■ ASSIGNMENT ■
Your copy of the data should match it exactly, except that the pictures are gone.

=== Begin Enclosure ===

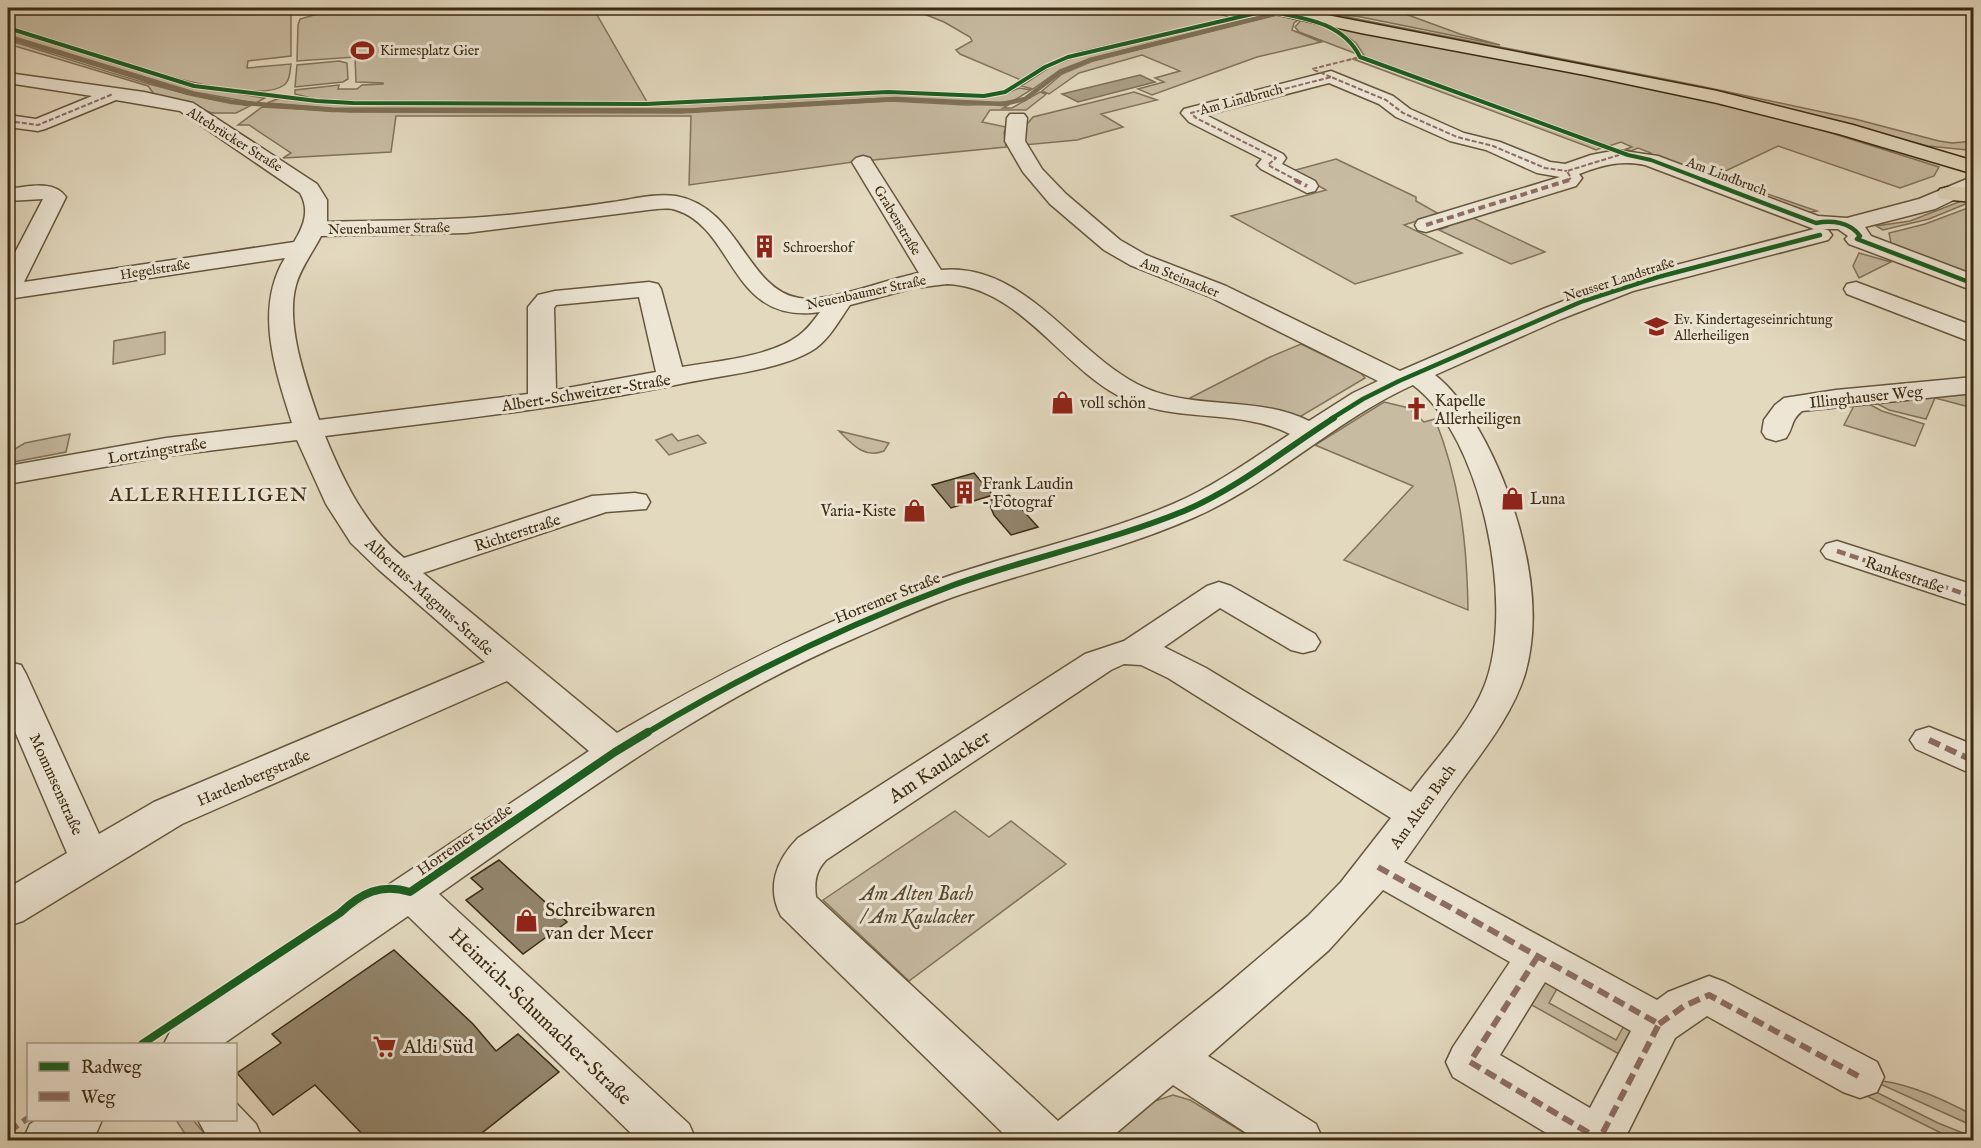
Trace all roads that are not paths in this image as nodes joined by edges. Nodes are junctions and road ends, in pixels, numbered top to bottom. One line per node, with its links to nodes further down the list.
1 (1272, 8): 6 (main road)
2 (8, 78): 3 (street, Altebrücker Straße)
3 (113, 94): 5 (street); 19 (street, Altebrücker Straße)
4 (1017, 118): 26 (street, Am Steinacker)
5 (8, 121)
6 (1904, 146): 7 (main road); 9 (main road)
7 (1974, 153)
8 (863, 162): 20 (street, Grabenstraße)
9 (1974, 168)
10 (1567, 171): 12 (street, Am Lindbruch); 16 (street, Am Lindbruch); 17 (street, Am Lindbruch)
11 (1974, 182): 13 (street, Neusser Landstraße)
12 (1307, 186)
13 (1947, 194): 15 (main road); 18 (street, Neusser Landstraße)
14 (8, 195): 22 (street)
15 (1974, 195)
16 (1426, 225)
17 (1818, 229): 18 (street, Neusser Landstraße); 26 (street, Neusser Landstraße)
18 (1852, 232): 21 (street)
19 (308, 238): 22 (street, Hegelstraße); 24 (street, Neuenbaumer Straße); 30 (street, Albertus-Magnus-Straße)
20 (934, 278): 24 (street, Neuenbaumer Straße); 32 (street, Neuenbaumer Straße)
21 (1974, 284)
22 (8, 287)
23 (1856, 289): 25 (street)
24 (841, 300): 27 (street, Albert-Schweitzer-Straße)
25 (1974, 335)
26 (1408, 377): 32 (street, Horremer Straße); 45 (street, Am Alten Bach)
27 (671, 378): 29 (street, Albert-Schweitzer-Straße); 29 (street)
28 (1974, 385): 31 (street, Illinghauser Weg)
29 (543, 401): 30 (street, Albert-Schweitzer-Straße)
30 (307, 430): 33 (street, Lortzingstraße); 36 (street, Albertus-Magnus-Straße)
31 (1776, 432)
32 (1310, 433): 43 (street, Horremer Straße)
33 (8, 475)
34 (635, 502): 36 (street, Richterstraße)
35 (1837, 551): 37 (street, Rankestraße)
36 (400, 570): 40 (street, Albertus-Magnus-Straße)
37 (1974, 597)
38 (1303, 642): 39 (street)
39 (1134, 651): 45 (street); 60 (street, Am Kaulacker)
40 (508, 665): 43 (street, Albertus-Magnus-Straße); 46 (street, Hardenbergstraße)
41 (8, 674): 46 (street, Mommsenstraße)
42 (1929, 740): 44 (street)
43 (615, 752): 48 (street, Horremer Straße)
44 (1974, 761)
45 (1416, 814): 47 (street, Am Alten Bach)
46 (91, 861): 49 (street, Hardenbergstraße)
47 (1378, 867): 50 (street); 53 (street, Am Alten Bach)
48 (411, 892): 52 (street, Horremer Straße); 59 (street, Heinrich-Schumacher-Straße)
49 (8, 909)
50 (1538, 956): 51 (street); 63 (street)
51 (1659, 1024): 54 (street); 63 (street)
52 (188, 1043)
53 (1171, 1057): 61 (street, Am Alten Bach); 62 (street)
54 (1860, 1077)
55 (75, 1121): 57 (street)
56 (224, 1121): 58 (street)
57 (47, 1140)
58 (239, 1140)
59 (672, 1140)
60 (1043, 1140)
61 (1072, 1140)
62 (1299, 1140)
63 (1599, 1140)

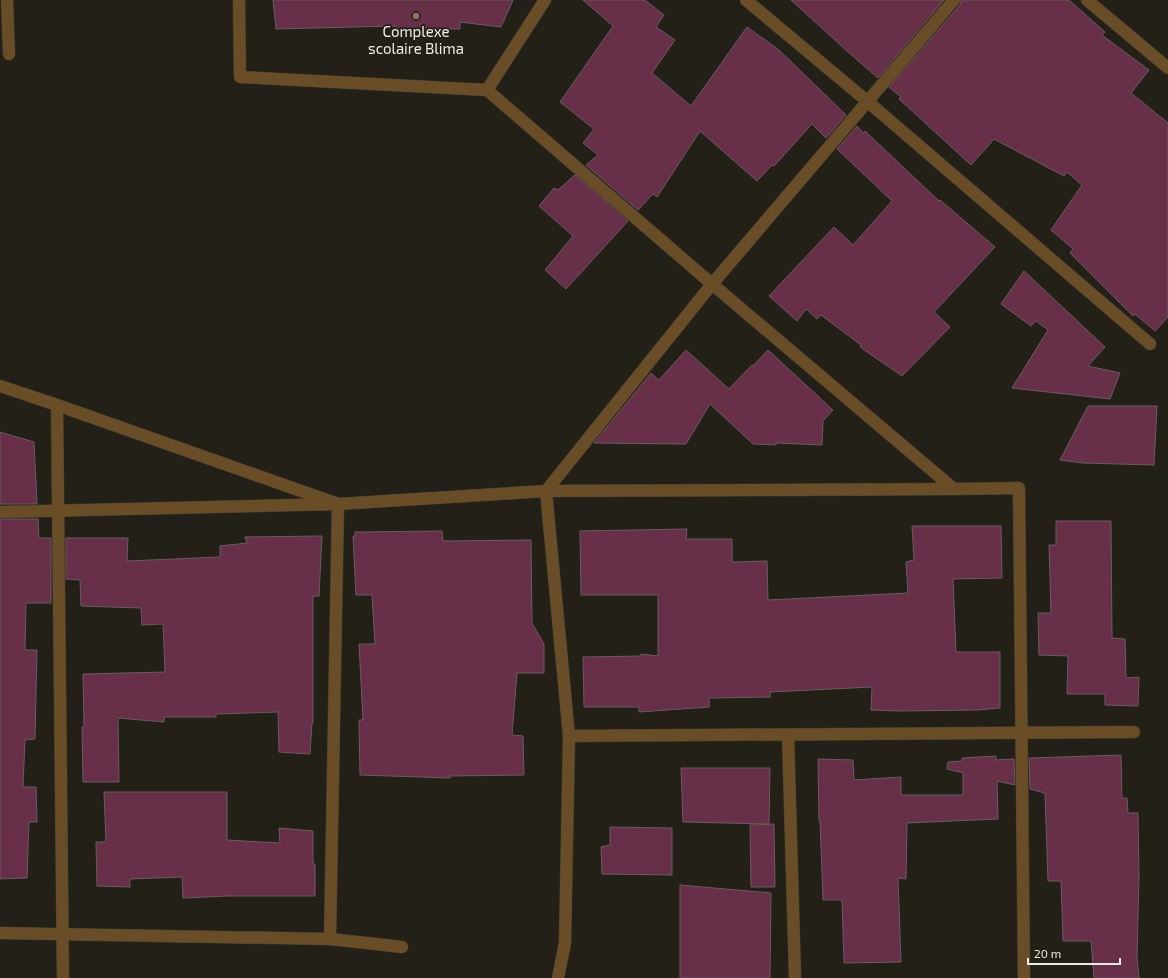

=== End Enclosure ===

■ YOUR RESPONSE ■
Trace all roads that are not paths in this image as nodes joined by edges. Nodes are junctions and road ends, in pixels, numbered top to bottom. One line per node, with its links to nodes further down the list.
1 (1272, 8): 6 (main road)
2 (8, 78): 3 (street, Altebrücker Straße)
3 (113, 94): 5 (street); 19 (street, Altebrücker Straße)
4 (1017, 118): 26 (street, Am Steinacker)
5 (8, 121)
6 (1904, 146): 7 (main road); 9 (main road)
7 (1974, 153)
8 (863, 162): 20 (street, Grabenstraße)
9 (1974, 168)
10 (1567, 171): 12 (street, Am Lindbruch); 16 (street, Am Lindbruch); 17 (street, Am Lindbruch)
11 (1974, 182): 13 (street, Neusser Landstraße)
12 (1307, 186)
13 (1947, 194): 15 (main road); 18 (street, Neusser Landstraße)
14 (8, 195): 22 (street)
15 (1974, 195)
16 (1426, 225)
17 (1818, 229): 18 (street, Neusser Landstraße); 26 (street, Neusser Landstraße)
18 (1852, 232): 21 (street)
19 (308, 238): 22 (street, Hegelstraße); 24 (street, Neuenbaumer Straße); 30 (street, Albertus-Magnus-Straße)
20 (934, 278): 24 (street, Neuenbaumer Straße); 32 (street, Neuenbaumer Straße)
21 (1974, 284)
22 (8, 287)
23 (1856, 289): 25 (street)
24 (841, 300): 27 (street, Albert-Schweitzer-Straße)
25 (1974, 335)
26 (1408, 377): 32 (street, Horremer Straße); 45 (street, Am Alten Bach)
27 (671, 378): 29 (street, Albert-Schweitzer-Straße); 29 (street)
28 (1974, 385): 31 (street, Illinghauser Weg)
29 (543, 401): 30 (street, Albert-Schweitzer-Straße)
30 (307, 430): 33 (street, Lortzingstraße); 36 (street, Albertus-Magnus-Straße)
31 (1776, 432)
32 (1310, 433): 43 (street, Horremer Straße)
33 (8, 475)
34 (635, 502): 36 (street, Richterstraße)
35 (1837, 551): 37 (street, Rankestraße)
36 (400, 570): 40 (street, Albertus-Magnus-Straße)
37 (1974, 597)
38 (1303, 642): 39 (street)
39 (1134, 651): 45 (street); 60 (street, Am Kaulacker)
40 (508, 665): 43 (street, Albertus-Magnus-Straße); 46 (street, Hardenbergstraße)
41 (8, 674): 46 (street, Mommsenstraße)
42 (1929, 740): 44 (street)
43 (615, 752): 48 (street, Horremer Straße)
44 (1974, 761)
45 (1416, 814): 47 (street, Am Alten Bach)
46 (91, 861): 49 (street, Hardenbergstraße)
47 (1378, 867): 50 (street); 53 (street, Am Alten Bach)
48 (411, 892): 52 (street, Horremer Straße); 59 (street, Heinrich-Schumacher-Straße)
49 (8, 909)
50 (1538, 956): 51 (street); 63 (street)
51 (1659, 1024): 54 (street); 63 (street)
52 (188, 1043)
53 (1171, 1057): 61 (street, Am Alten Bach); 62 (street)
54 (1860, 1077)
55 (75, 1121): 57 (street)
56 (224, 1121): 58 (street)
57 (47, 1140)
58 (239, 1140)
59 (672, 1140)
60 (1043, 1140)
61 (1072, 1140)
62 (1299, 1140)
63 (1599, 1140)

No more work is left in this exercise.